▶ To do
From the entries below, copy out all lines holding "Clemente".

▶ Listed entries
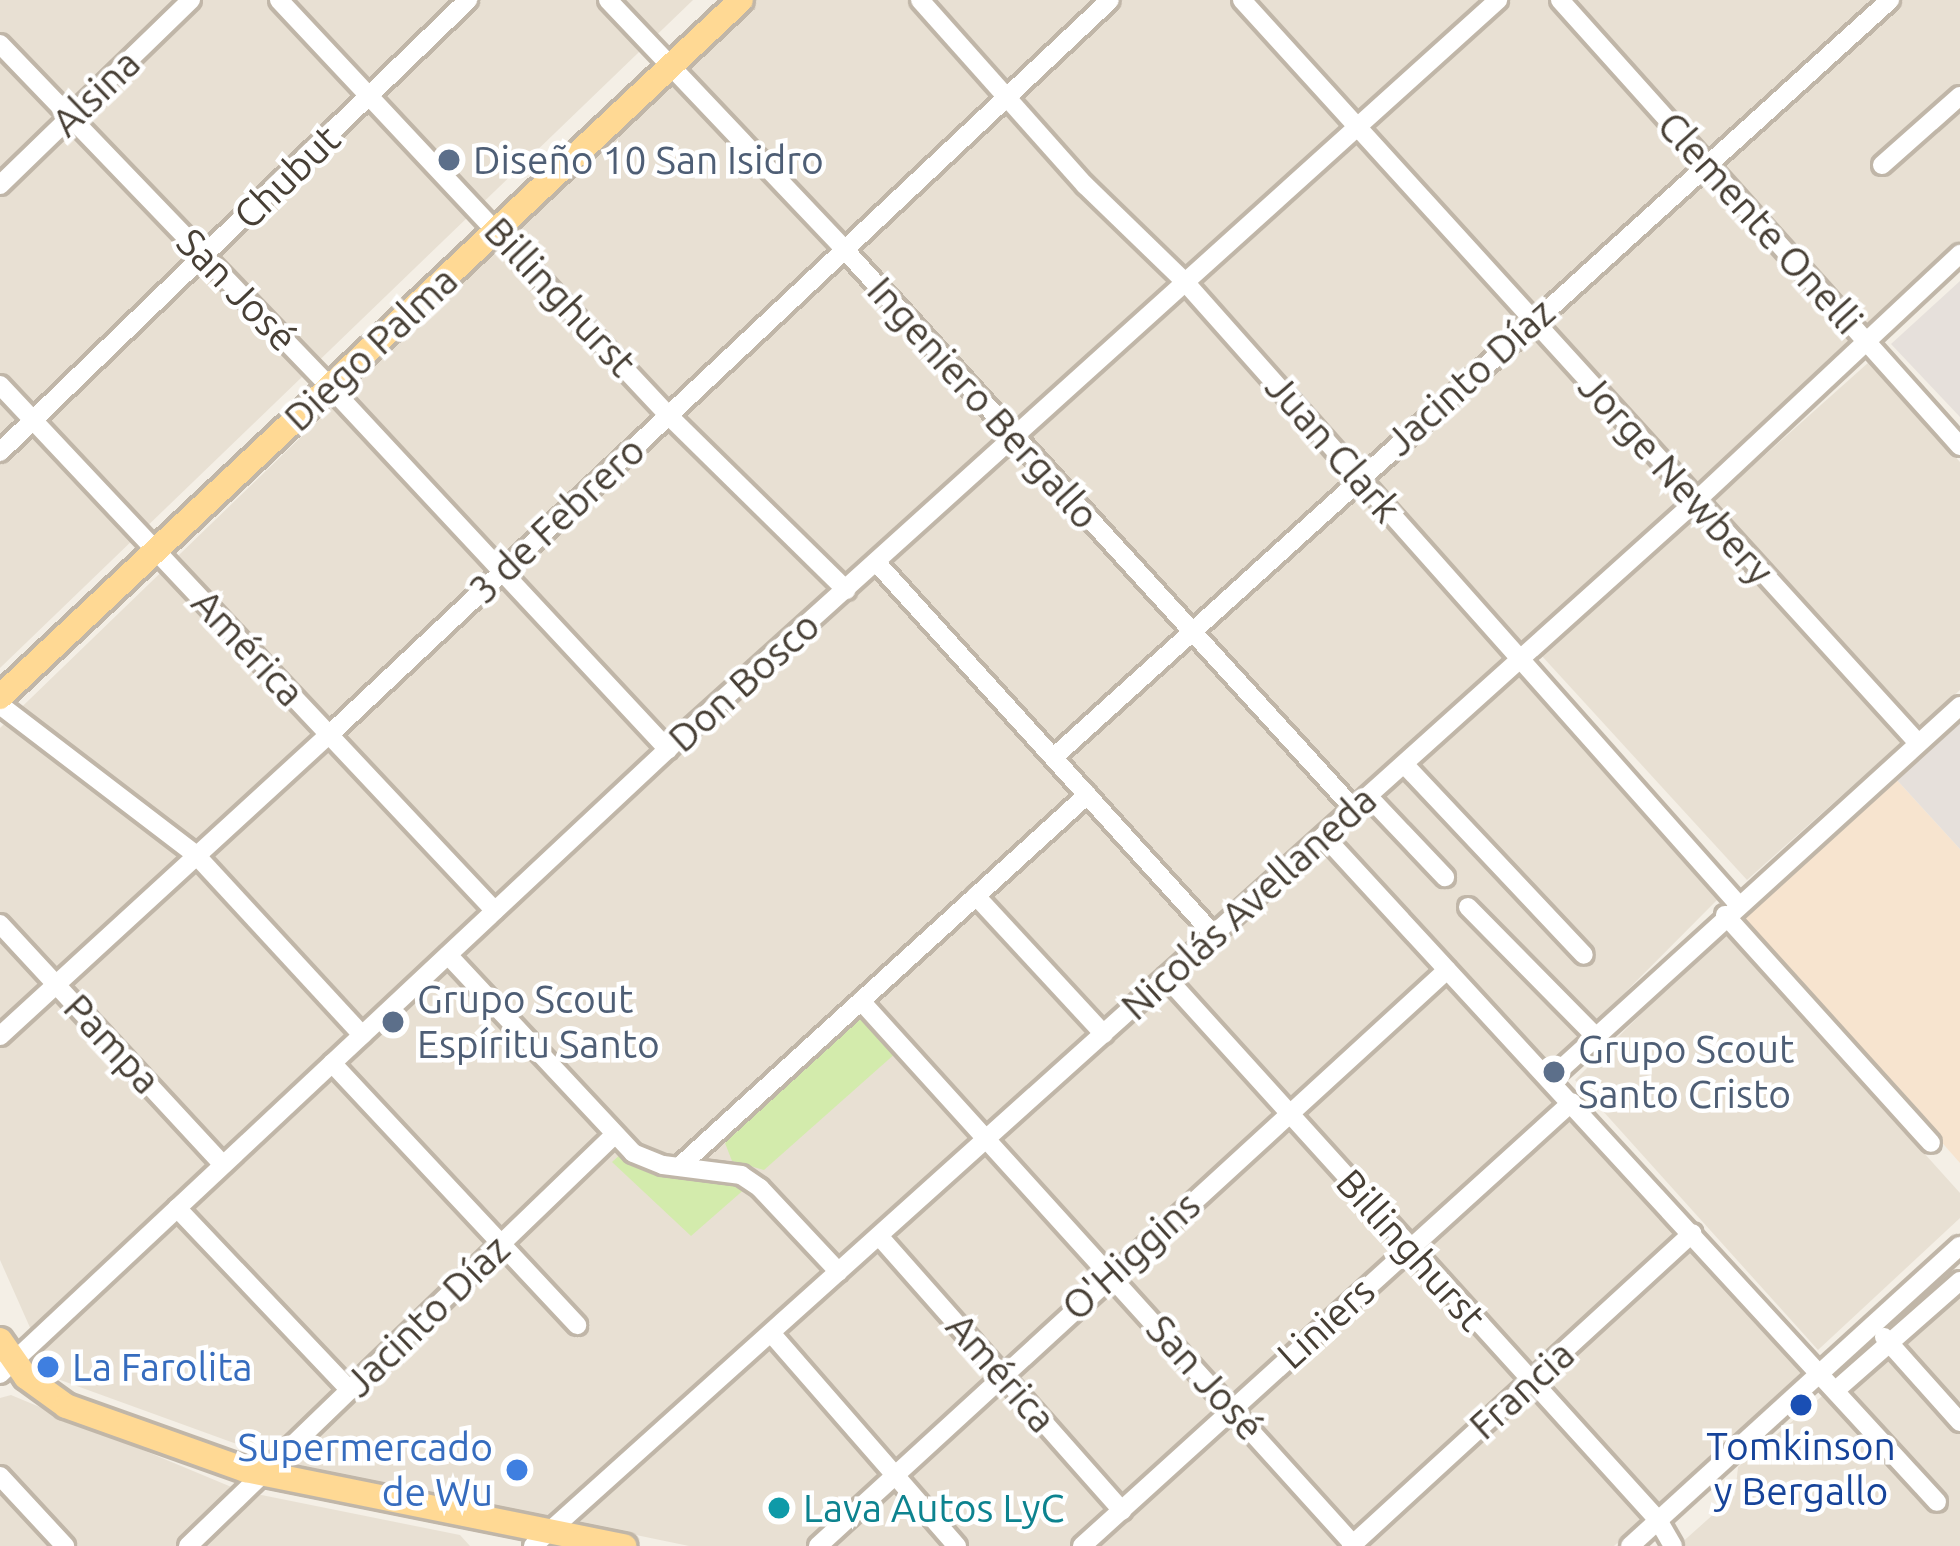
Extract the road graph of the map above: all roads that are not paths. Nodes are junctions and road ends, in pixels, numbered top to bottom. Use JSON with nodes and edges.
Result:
{"nodes":[{"id":1,"x":191,"y":0,"type":"edge"},
{"id":2,"x":279,"y":0,"type":"edge"},
{"id":3,"x":468,"y":0,"type":"edge"},
{"id":4,"x":608,"y":0,"type":"edge"},
{"id":5,"x":741,"y":0,"type":"edge"},
{"id":6,"x":920,"y":0,"type":"edge"},
{"id":7,"x":1110,"y":0,"type":"edge"},
{"id":8,"x":1242,"y":0,"type":"edge"},
{"id":9,"x":1498,"y":0,"type":"edge"},
{"id":10,"x":1560,"y":0,"type":"edge"},
{"id":11,"x":1889,"y":0,"type":"edge"},
{"id":12,"x":0,"y":44,"type":"edge"},
{"id":13,"x":672,"y":64,"type":"junction"},
{"id":14,"x":372,"y":94,"type":"junction"},
{"id":15,"x":1008,"y":96,"type":"junction"},
{"id":16,"x":1960,"y":96,"type":"edge"},
{"id":17,"x":71,"y":118,"type":"junction"},
{"id":18,"x":1359,"y":125,"type":"junction"},
{"id":19,"x":1708,"y":164,"type":"junction"},
{"id":20,"x":1882,"y":165,"type":"dead end"},
{"id":21,"x":0,"y":185,"type":"edge"},
{"id":22,"x":497,"y":229,"type":"junction"},
{"id":23,"x":845,"y":250,"type":"junction"},
{"id":24,"x":1960,"y":254,"type":"edge"},
{"id":25,"x":206,"y":257,"type":"junction"},
{"id":26,"x":1186,"y":283,"type":"junction"},
{"id":27,"x":1533,"y":321,"type":"junction"},
{"id":28,"x":1864,"y":341,"type":"junction"},
{"id":29,"x":0,"y":385,"type":"edge"},
{"id":30,"x":330,"y":387,"type":"junction"},
{"id":31,"x":668,"y":416,"type":"junction"},
{"id":32,"x":33,"y":421,"type":"junction"},
{"id":33,"x":1016,"y":439,"type":"junction"},
{"id":34,"x":1960,"y":446,"type":"edge"},
{"id":35,"x":0,"y":452,"type":"edge"},
{"id":36,"x":1359,"y":476,"type":"junction"},
{"id":37,"x":1696,"y":501,"type":"junction"},
{"id":38,"x":156,"y":550,"type":"junction"},
{"id":39,"x":876,"y":562,"type":"junction"},
{"id":40,"x":503,"y":571,"type":"junction"},
{"id":41,"x":846,"y":590,"type":"junction"},
{"id":42,"x":1188,"y":632,"type":"junction"},
{"id":43,"x":1518,"y":661,"type":"junction"},
{"id":44,"x":0,"y":701,"type":"edge"},
{"id":45,"x":1960,"y":706,"type":"edge"},
{"id":46,"x":329,"y":735,"type":"junction"},
{"id":47,"x":1918,"y":743,"type":"junction"},
{"id":48,"x":668,"y":750,"type":"junction"},
{"id":49,"x":1054,"y":757,"type":"junction"},
{"id":50,"x":1404,"y":764,"type":"junction"},
{"id":51,"x":1087,"y":794,"type":"junction"},
{"id":52,"x":1361,"y":803,"type":"junction"},
{"id":53,"x":1324,"y":836,"type":"junction"},
{"id":54,"x":196,"y":855,"type":"junction"},
{"id":55,"x":1444,"y":877,"type":"dead end"},
{"id":56,"x":976,"y":896,"type":"junction"},
{"id":57,"x":1468,"y":907,"type":"dead end"},
{"id":58,"x":1731,"y":909,"type":"junction"},
{"id":59,"x":495,"y":911,"type":"junction"},
{"id":60,"x":0,"y":924,"type":"edge"},
{"id":61,"x":1214,"y":935,"type":"junction"},
{"id":62,"x":448,"y":955,"type":"junction"},
{"id":63,"x":1584,"y":956,"type":"dead end"},
{"id":64,"x":1447,"y":970,"type":"junction"},
{"id":65,"x":1166,"y":977,"type":"junction"},
{"id":66,"x":56,"y":983,"type":"junction"},
{"id":67,"x":861,"y":1000,"type":"junction"},
{"id":68,"x":1104,"y":1034,"type":"junction"},
{"id":69,"x":362,"y":1035,"type":"junction"},
{"id":70,"x":0,"y":1036,"type":"edge"},
{"id":71,"x":1596,"y":1037,"type":"junction"},
{"id":72,"x":332,"y":1063,"type":"junction"},
{"id":73,"x":1551,"y":1078,"type":"junction"},
{"id":74,"x":1572,"y":1102,"type":"junction"},
{"id":75,"x":1288,"y":1114,"type":"junction"},
{"id":76,"x":613,"y":1136,"type":"junction"},
{"id":77,"x":987,"y":1139,"type":"junction"},
{"id":78,"x":1931,"y":1143,"type":"dead end"},
{"id":79,"x":223,"y":1165,"type":"junction"},
{"id":80,"x":680,"y":1166,"type":"junction"},
{"id":81,"x":177,"y":1208,"type":"junction"},
{"id":82,"x":1692,"y":1233,"type":"junction"},
{"id":83,"x":879,"y":1236,"type":"junction"},
{"id":84,"x":502,"y":1243,"type":"junction"},
{"id":85,"x":1960,"y":1246,"type":"edge"},
{"id":86,"x":1408,"y":1249,"type":"junction"},
{"id":87,"x":839,"y":1272,"type":"junction"},
{"id":88,"x":1111,"y":1274,"type":"junction"},
{"id":89,"x":1960,"y":1281,"type":"edge"},
{"id":90,"x":577,"y":1325,"type":"dead end"},
{"id":91,"x":1872,"y":1325,"type":"junction"},
{"id":92,"x":771,"y":1333,"type":"junction"},
{"id":93,"x":1889,"y":1342,"type":"junction"},
{"id":94,"x":4,"y":1359,"type":"edge"},
{"id":95,"x":1822,"y":1372,"type":"junction"},
{"id":96,"x":1001,"y":1374,"type":"junction"},
{"id":97,"x":1533,"y":1382,"type":"junction"},
{"id":98,"x":350,"y":1390,"type":"junction"},
{"id":99,"x":1836,"y":1390,"type":"junction"},
{"id":100,"x":1233,"y":1407,"type":"junction"},
{"id":101,"x":1960,"y":1422,"type":"edge"},
{"id":102,"x":892,"y":1474,"type":"junction"},
{"id":103,"x":0,"y":1476,"type":"edge"},
{"id":104,"x":265,"y":1476,"type":"junction"},
{"id":105,"x":1937,"y":1502,"type":"dead end"},
{"id":106,"x":1122,"y":1510,"type":"junction"},
{"id":107,"x":542,"y":1538,"type":"edge"},
{"id":108,"x":1664,"y":1538,"type":"edge"},
{"id":109,"x":1352,"y":1545,"type":"edge"},
{"id":110,"x":65,"y":1546,"type":"edge"},
{"id":111,"x":188,"y":1546,"type":"edge"},
{"id":112,"x":624,"y":1546,"type":"edge"},
{"id":113,"x":818,"y":1546,"type":"edge"},
{"id":114,"x":956,"y":1546,"type":"edge"},
{"id":115,"x":1082,"y":1546,"type":"edge"},
{"id":116,"x":1630,"y":1546,"type":"edge"}],
"edges":[{"from":1,"to":17,"type":"street","name":"Alsina"},
{"from":2,"to":14,"type":"street","name":"Billinghurst"},
{"from":3,"to":14,"type":"street","name":"Chubut"},
{"from":4,"to":13,"type":"street","name":"Ingeniero Bergallo"},
{"from":5,"to":13,"type":"main road","name":"Diego Palma"},
{"from":6,"to":15,"type":"street","name":"Juan Clark"},
{"from":7,"to":15,"type":"street","name":"3 de Febrero"},
{"from":8,"to":18,"type":"street","name":"Jorge Newbery"},
{"from":9,"to":18,"type":"street","name":"Don Bosco"},
{"from":10,"to":19,"type":"street","name":"Clemente Onelli"},
{"from":11,"to":19,"type":"street","name":"Jacinto Díaz"},
{"from":12,"to":17,"type":"street","name":"San José"},
{"from":13,"to":22,"type":"main road","name":"Diego Palma"},
{"from":13,"to":23,"type":"street","name":"Ingeniero Bergallo"},
{"from":14,"to":22,"type":"street","name":"Billinghurst"},
{"from":14,"to":25,"type":"street","name":"Chubut"},
{"from":15,"to":23,"type":"street","name":"3 de Febrero"},
{"from":15,"to":26,"type":"street","name":"Juan Clark"},
{"from":16,"to":20,"type":"street"},
{"from":17,"to":21,"type":"street","name":"Alsina"},
{"from":17,"to":25,"type":"street","name":"San José"},
{"from":18,"to":26,"type":"street","name":"Don Bosco"},
{"from":18,"to":27,"type":"street","name":"Jorge Newbery"},
{"from":19,"to":27,"type":"street","name":"Jacinto Díaz"},
{"from":19,"to":28,"type":"street","name":"Clemente Onelli"},
{"from":22,"to":30,"type":"main road","name":"Diego Palma"},
{"from":22,"to":31,"type":"street","name":"Billinghurst"},
{"from":23,"to":31,"type":"street","name":"3 de Febrero"},
{"from":23,"to":33,"type":"street","name":"Ingeniero Bergallo"},
{"from":24,"to":28,"type":"street","name":"Nicolás Avellaneda"},
{"from":25,"to":30,"type":"street","name":"San José"},
{"from":25,"to":32,"type":"street","name":"Chubut"},
{"from":26,"to":33,"type":"street","name":"Don Bosco"},
{"from":26,"to":36,"type":"street","name":"Juan Clark"},
{"from":27,"to":36,"type":"street","name":"Jacinto Díaz"},
{"from":27,"to":37,"type":"street","name":"Jorge Newbery"},
{"from":28,"to":34,"type":"street","name":"Clemente Onelli"},
{"from":28,"to":37,"type":"street","name":"Nicolás Avellaneda"},
{"from":29,"to":32,"type":"street","name":"América"},
{"from":30,"to":38,"type":"main road","name":"Diego Palma"},
{"from":30,"to":40,"type":"street","name":"San José"},
{"from":31,"to":40,"type":"street","name":"3 de Febrero"},
{"from":31,"to":41,"type":"street","name":"Billinghurst"},
{"from":32,"to":35,"type":"street","name":"Chubut"},
{"from":32,"to":38,"type":"street","name":"América"},
{"from":33,"to":39,"type":"street","name":"Don Bosco"},
{"from":33,"to":42,"type":"street","name":"Ingeniero Bergallo"},
{"from":36,"to":42,"type":"street","name":"Jacinto Díaz"},
{"from":36,"to":43,"type":"street","name":"Juan Clark"},
{"from":37,"to":43,"type":"street","name":"Nicolás Avellaneda"},
{"from":37,"to":47,"type":"street","name":"Jorge Newbery"},
{"from":38,"to":44,"type":"main road","name":"Diego Palma"},
{"from":38,"to":46,"type":"street","name":"América"},
{"from":39,"to":41,"type":"street","name":"Don Bosco"},
{"from":39,"to":49,"type":"street"},
{"from":40,"to":46,"type":"street","name":"3 de Febrero"},
{"from":40,"to":48,"type":"street","name":"San José"},
{"from":41,"to":48,"type":"street","name":"Don Bosco"},
{"from":42,"to":49,"type":"street","name":"Jacinto Díaz"},
{"from":42,"to":52,"type":"street","name":"Ingeniero Bergallo"},
{"from":43,"to":50,"type":"street","name":"Nicolás Avellaneda"},
{"from":43,"to":58,"type":"street","name":"Juan Clark"},
{"from":44,"to":54,"type":"street"},
{"from":45,"to":47,"type":"street"},
{"from":46,"to":54,"type":"street","name":"3 de Febrero"},
{"from":46,"to":59,"type":"street","name":"América"},
{"from":47,"to":58,"type":"street"},
{"from":48,"to":59,"type":"street","name":"Don Bosco"},
{"from":49,"to":51,"type":"street"},
{"from":50,"to":52,"type":"street","name":"Nicolás Avellaneda"},
{"from":50,"to":63,"type":"street"},
{"from":51,"to":56,"type":"street"},
{"from":51,"to":61,"type":"street"},
{"from":52,"to":53,"type":"street","name":"Nicolás Avellaneda"},
{"from":52,"to":55,"type":"street","name":"Ingeniero Bergallo"},
{"from":53,"to":61,"type":"street","name":"Nicolás Avellaneda"},
{"from":53,"to":64,"type":"street"},
{"from":54,"to":66,"type":"street","name":"3 de Febrero"},
{"from":54,"to":69,"type":"street"},
{"from":56,"to":67,"type":"street"},
{"from":56,"to":68,"type":"street"},
{"from":57,"to":71,"type":"street"},
{"from":58,"to":71,"type":"street"},
{"from":58,"to":78,"type":"street","name":"Juan Clark"},
{"from":59,"to":62,"type":"street","name":"Don Bosco"},
{"from":60,"to":66,"type":"street","name":"Pampa"},
{"from":61,"to":65,"type":"street","name":"Nicolás Avellaneda"},
{"from":62,"to":69,"type":"street","name":"Don Bosco"},
{"from":62,"to":76,"type":"street"},
{"from":64,"to":73,"type":"street"},
{"from":64,"to":75,"type":"street","name":"O'Higgins"},
{"from":65,"to":68,"type":"street","name":"Nicolás Avellaneda"},
{"from":65,"to":75,"type":"street","name":"Billinghurst"},
{"from":66,"to":70,"type":"street","name":"3 de Febrero"},
{"from":66,"to":79,"type":"street","name":"Pampa"},
{"from":67,"to":77,"type":"street","name":"San José"},
{"from":67,"to":80,"type":"street"},
{"from":68,"to":77,"type":"street","name":"Nicolás Avellaneda"},
{"from":69,"to":72,"type":"street","name":"Don Bosco"},
{"from":71,"to":73,"type":"street"},
{"from":72,"to":79,"type":"street","name":"Don Bosco"},
{"from":72,"to":84,"type":"street"},
{"from":73,"to":74,"type":"street"},
{"from":74,"to":82,"type":"street"},
{"from":74,"to":86,"type":"street","name":"Liniers"},
{"from":75,"to":86,"type":"street","name":"Billinghurst"},
{"from":75,"to":88,"type":"street","name":"O'Higgins"},
{"from":76,"to":80,"type":"street"},
{"from":76,"to":84,"type":"street","name":"Jacinto Díaz"},
{"from":77,"to":83,"type":"street","name":"Nicolás Avellaneda"},
{"from":77,"to":88,"type":"street","name":"San José"},
{"from":79,"to":81,"type":"street","name":"Don Bosco"},
{"from":80,"to":87,"type":"street"},
{"from":81,"to":94,"type":"street","name":"Don Bosco"},
{"from":81,"to":98,"type":"street"},
{"from":82,"to":95,"type":"street"},
{"from":82,"to":97,"type":"street","name":"Francia"},
{"from":83,"to":87,"type":"street","name":"Nicolás Avellaneda"},
{"from":83,"to":96,"type":"street","name":"América"},
{"from":84,"to":90,"type":"street"},
{"from":84,"to":98,"type":"street","name":"Jacinto Díaz"},
{"from":85,"to":91,"type":"street"},
{"from":86,"to":97,"type":"street","name":"Billinghurst"},
{"from":86,"to":100,"type":"street","name":"Liniers"},
{"from":87,"to":92,"type":"street","name":"Nicolás Avellaneda"},
{"from":88,"to":96,"type":"street","name":"O'Higgins"},
{"from":88,"to":100,"type":"street","name":"San José"},
{"from":89,"to":93,"type":"street"},
{"from":91,"to":93,"type":"street"},
{"from":91,"to":95,"type":"street"},
{"from":92,"to":102,"type":"street"},
{"from":92,"to":107,"type":"street","name":"Nicolás Avellaneda"},
{"from":93,"to":99,"type":"street"},
{"from":93,"to":101,"type":"street"},
{"from":94,"to":104,"type":"main road"},
{"from":95,"to":99,"type":"street"},
{"from":95,"to":108,"type":"street"},
{"from":96,"to":102,"type":"street","name":"O'Higgins"},
{"from":96,"to":106,"type":"street","name":"América"},
{"from":97,"to":108,"type":"street","name":"Billinghurst"},
{"from":97,"to":109,"type":"street","name":"Francia"},
{"from":98,"to":104,"type":"street","name":"Jacinto Díaz"},
{"from":99,"to":105,"type":"street"},
{"from":100,"to":106,"type":"street","name":"Liniers"},
{"from":100,"to":109,"type":"street","name":"San José"},
{"from":102,"to":113,"type":"street","name":"O'Higgins"},
{"from":102,"to":114,"type":"street"},
{"from":103,"to":110,"type":"street"},
{"from":104,"to":107,"type":"main road"},
{"from":104,"to":111,"type":"street","name":"Jacinto Díaz"},
{"from":106,"to":115,"type":"street","name":"Liniers"},
{"from":107,"to":112,"type":"main road"},
{"from":108,"to":116,"type":"street"}]}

▶ Completed task
{"from":10,"to":19,"type":"street","name":"Clemente Onelli"},
{"from":19,"to":28,"type":"street","name":"Clemente Onelli"},
{"from":28,"to":34,"type":"street","name":"Clemente Onelli"},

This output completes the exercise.